World/Nation Briefs February 5, 2013
President signs bill raising debt ceiling
WASHINGTON - President Barack Obama has signed into law a bill raising the government's borrowing limit, averting a default and delaying the next clash over the nation's debt until later this year.
The legislation temporarily suspends the $16.4 trillion limit on federal borrowing. Experts say that will allow the government to borrow about $450 billion to meet interest payments and other obligations.
The Senate gave the bill final approval last week and sent it to Obama, who signed it Monday shortly after returning from Minneapolis.
Democrats and Obama had warned that failure to pass the bill could set off financial panic and threaten the economic recovery.

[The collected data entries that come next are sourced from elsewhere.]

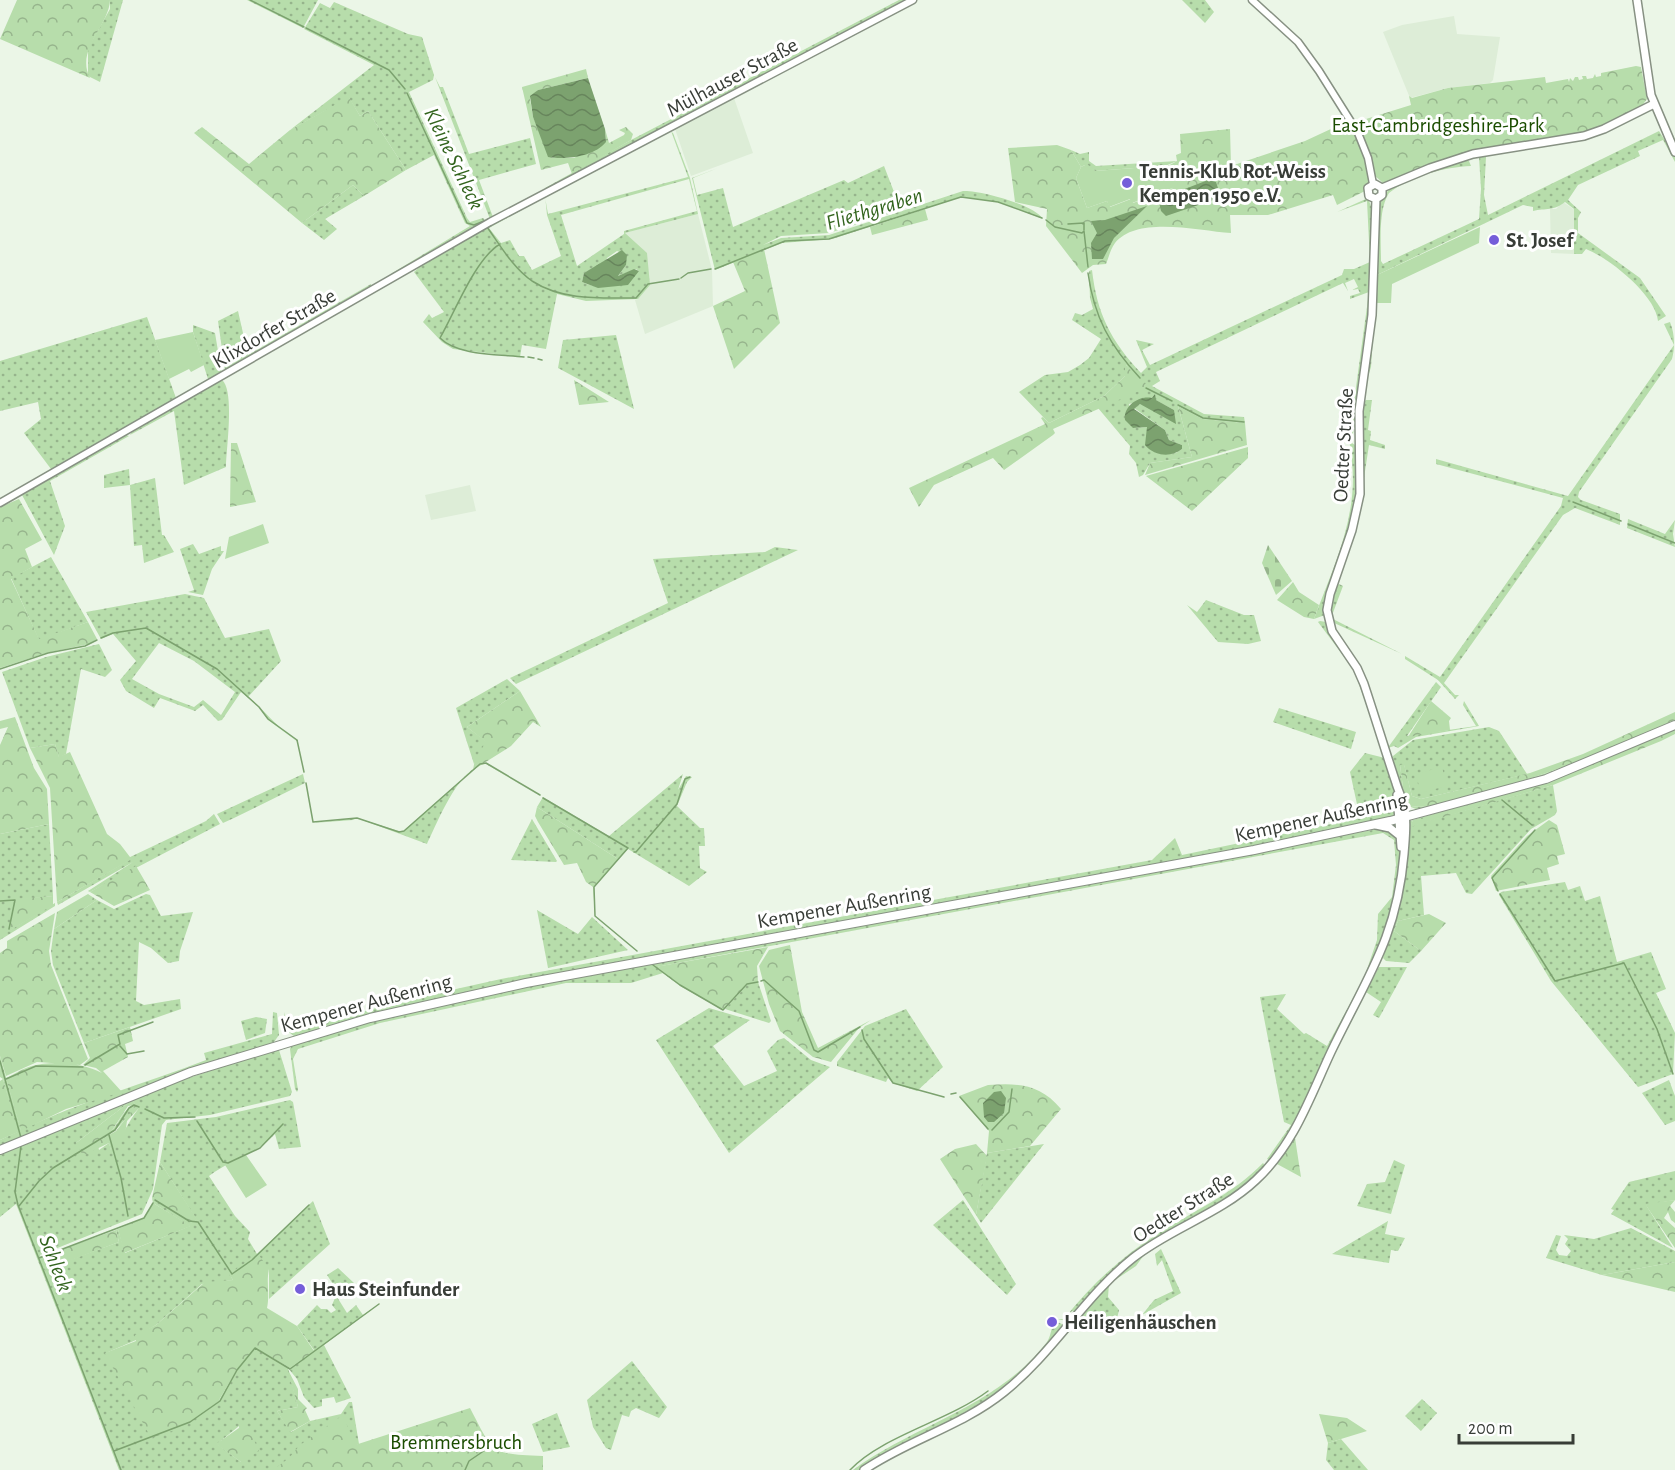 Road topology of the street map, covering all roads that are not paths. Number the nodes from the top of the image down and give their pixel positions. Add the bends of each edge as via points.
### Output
1 (913, 0) edge
2 (1252, 0) edge
3 (1637, 0) edge
4 (1654, 104) junction
5 (1675, 152) edge
6 (565, 183) joint
7 (1373, 184) junction
8 (1382, 188) junction
9 (1376, 199) junction
10 (0, 503) edge
11 (1675, 725) edge
12 (1396, 783) junction
13 (1404, 805) junction
14 (1432, 812) junction
15 (1402, 819) junction
16 (1374, 825) junction
17 (1400, 836) junction
18 (1401, 877) junction
19 (0, 1150) edge
20 (864, 1470) edge

1 - 6 street, Mülhauser Straße
2 - 7 street via 1298,42 1319,71 1358,133
3 - 4 main road
4 - 5 main road
4 - 8 main road via 1584,136 1473,154
6 - 10 street, Klixdorfer Straße via 490,222
7 - 8 main road
7 - 9 main road, Oedter Straße via 1368,192
8 - 9 main road, Oedter Straße via 1382,195
9 - 12 main road, Oedter Straße via 1372,315 1359,411 1359,504 1327,614 1334,635 1360,675
11 - 14 main road, Kempener Außenring via 1546,779
12 - 13 main road, Oedter Straße
12 - 15 main road, Oedter Straße
13 - 14 main road via 1415,811
13 - 15 main road, Oedter Straße
14 - 15 main road, Kempener Außenring
15 - 16 main road, Kempener Außenring
15 - 17 main road, Oedter Straße
15 - 18 main road, Oedter Straße
16 - 17 main road via 1390,828
16 - 19 main road, Kempener Außenring via 571,974 404,1009 191,1072
17 - 18 main road, Oedter Straße
18 - 20 main road, Oedter Straße via 1392,923 1378,962 1296,1129 1272,1164 1226,1203 1160,1240 1120,1269 1039,1360 1002,1394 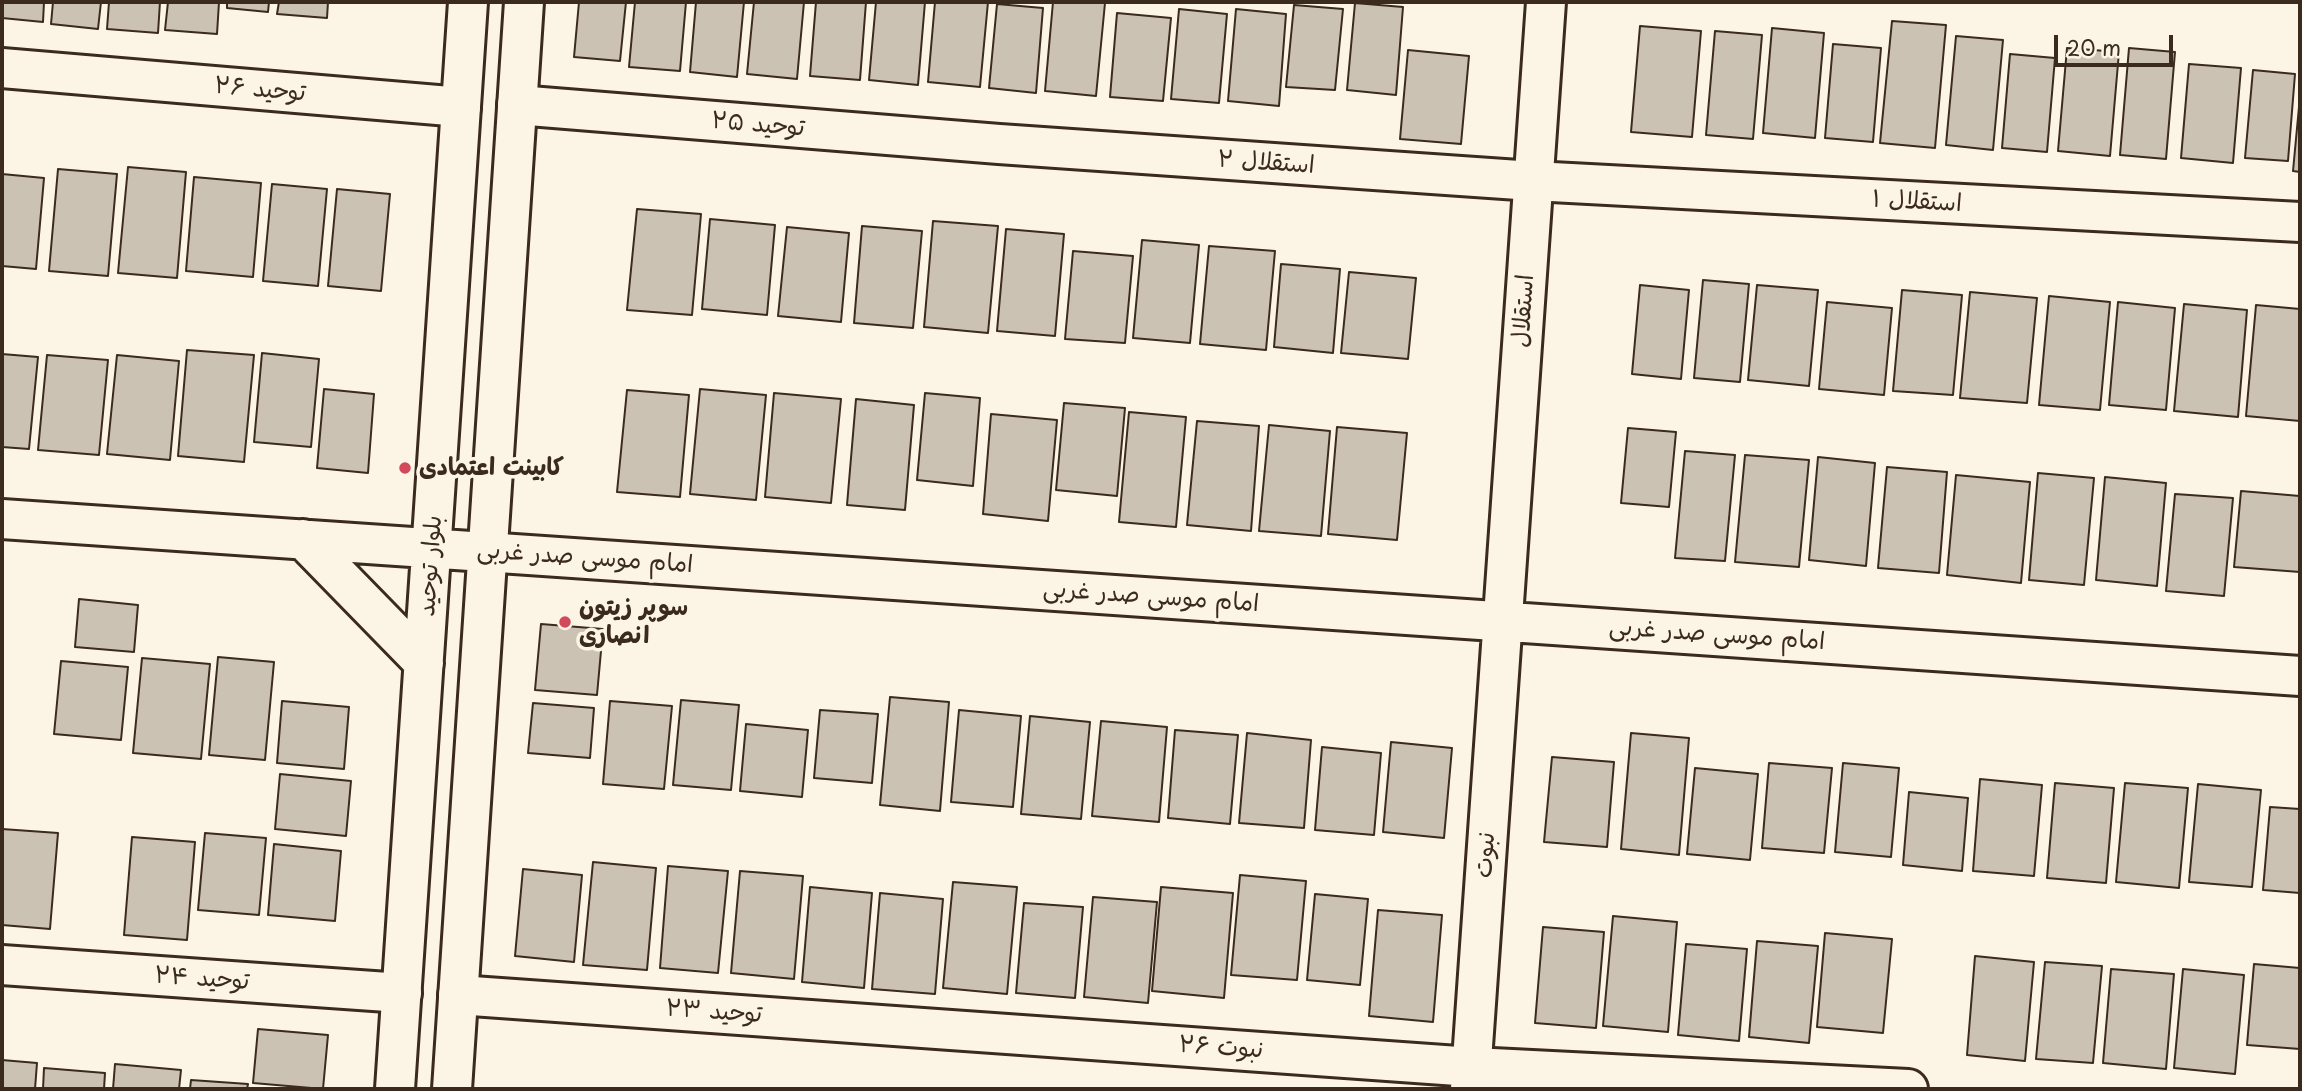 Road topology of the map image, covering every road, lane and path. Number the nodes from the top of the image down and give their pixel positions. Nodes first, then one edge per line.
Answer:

The bill includes a provision attached by House Republicans that temporarily withholds lawmakers' pay in either chamber that fails to produce a budget plan.
Authorities storm underground bunker in rescue
MIDLAND CITY, Ala. - Authorities stormed an underground bunker Monday in southeastern Alabama, freeing a 5-year-old boy and leaving his captor dead after a week of fruitless negotiations that left authorities convinced the child was in imminent danger.
Jimmy Lee Dykes, 65, had taken the child off a school bus after fatally shooting the driver, authorities said. He was known by neighbors for his anti-government rants and for patrolling his property with a gun, ready to shoot trespassers. He had stayed for several days in the tiny bunker before.
"He always said he'd never be taken alive. I knew he'd never come out of there," said an acquaintance, Roger Arnold.
Dykes had been seen with a gun, and officers concluded the boy was in imminent danger, said Steve Richardson of the FBI's office in Mobile. It was not immediately clear how authorities determined the man had a gun, or exactly how Dykes died.
Monday evening, officers were sweeping the property to make sure Dykes had not set up any bombs that could detonate. Full details of the bunker raid had not yet emerged. However, neighbors described hearing what sounded like gunshots around the time officials said they entered the shelter.
Passenger describes terror of fatal bus crash
YUCAIPA, Calif. - The bus full of tired tourists returning to Tijuana, Mexico, was slowly winding its way down a mountain road after a day playing in the snow at the ski resort town of Big Bear when it suddenly picked up speed. The driver shouted to call 911 - the brakes had failed.
As passengers frantically tried to get a cellphone signal, a group of teenage girls shrieked and prayed aloud as others cried and shielded their heads as they careened downhill.
The bus rear-ended a Saturn sedan, swerved, flipped and slid on its side. A Ford pickup in the oncoming lane plowed into it, righting the bus and tossing passengers out shattered windows before it came to a halt.
"Everything happened so fast. When the bus spun everything flew, even the people," said Gerardo Barrientos, who was next to his girlfriend one minute and then scrambling out of the wreckage the next trying to find her and a friend in the highway. Both were injured but alive.
Seven people were killed and about three dozen injured Sunday night in the accident 80 miles east of Los Angeles.
Kerry warns of consequences os 3rd nuclear test
SEOUL, South Korea - New U.S. Secretary of State John Kerry and his South Korean counterpart have agreed to make sure North Korea is punished if it carries out its threat to conduct a nuclear test. Amid signs that such a test is coming, South Korea's president also speculated that Pyongyang may detonate multiple atomic devices simultaneously.
Under a U.N. Security Council resolution last month condemning a North Korean long-range rocket launch that the U.N. and others call a disguised test of banned missile technology, Pyongyang is subject to new sanctions if it detonates its third nuclear device since 2006.
North Korea announced last month that it will conduct a nuclear test to protest the toughened sanctions over its December launch, which delivered a satellite into orbit.
During a phone conversation between Kerry and South Korean Foreign Minister Kim Sung-hwan, "there was agreement that ... if the DPRK continues its provocative behavior and takes further steps, that there must be further consequences," State Department spokeswoman Victoria Nuland said Monday. DPRK is the acronym for North Korea's official name, the Democratic People's Republic of Korea.
North Korea may simultaneously conduct multiple nuclear tests as it tries to create a warhead small enough to fit atop a long-range missile, South Korean President Lee Myung-bak told the South Korean newspaper, Chosun Ilbo, in an interview published Tuesday. Lee did not say whether his comments were based on intelligence findings.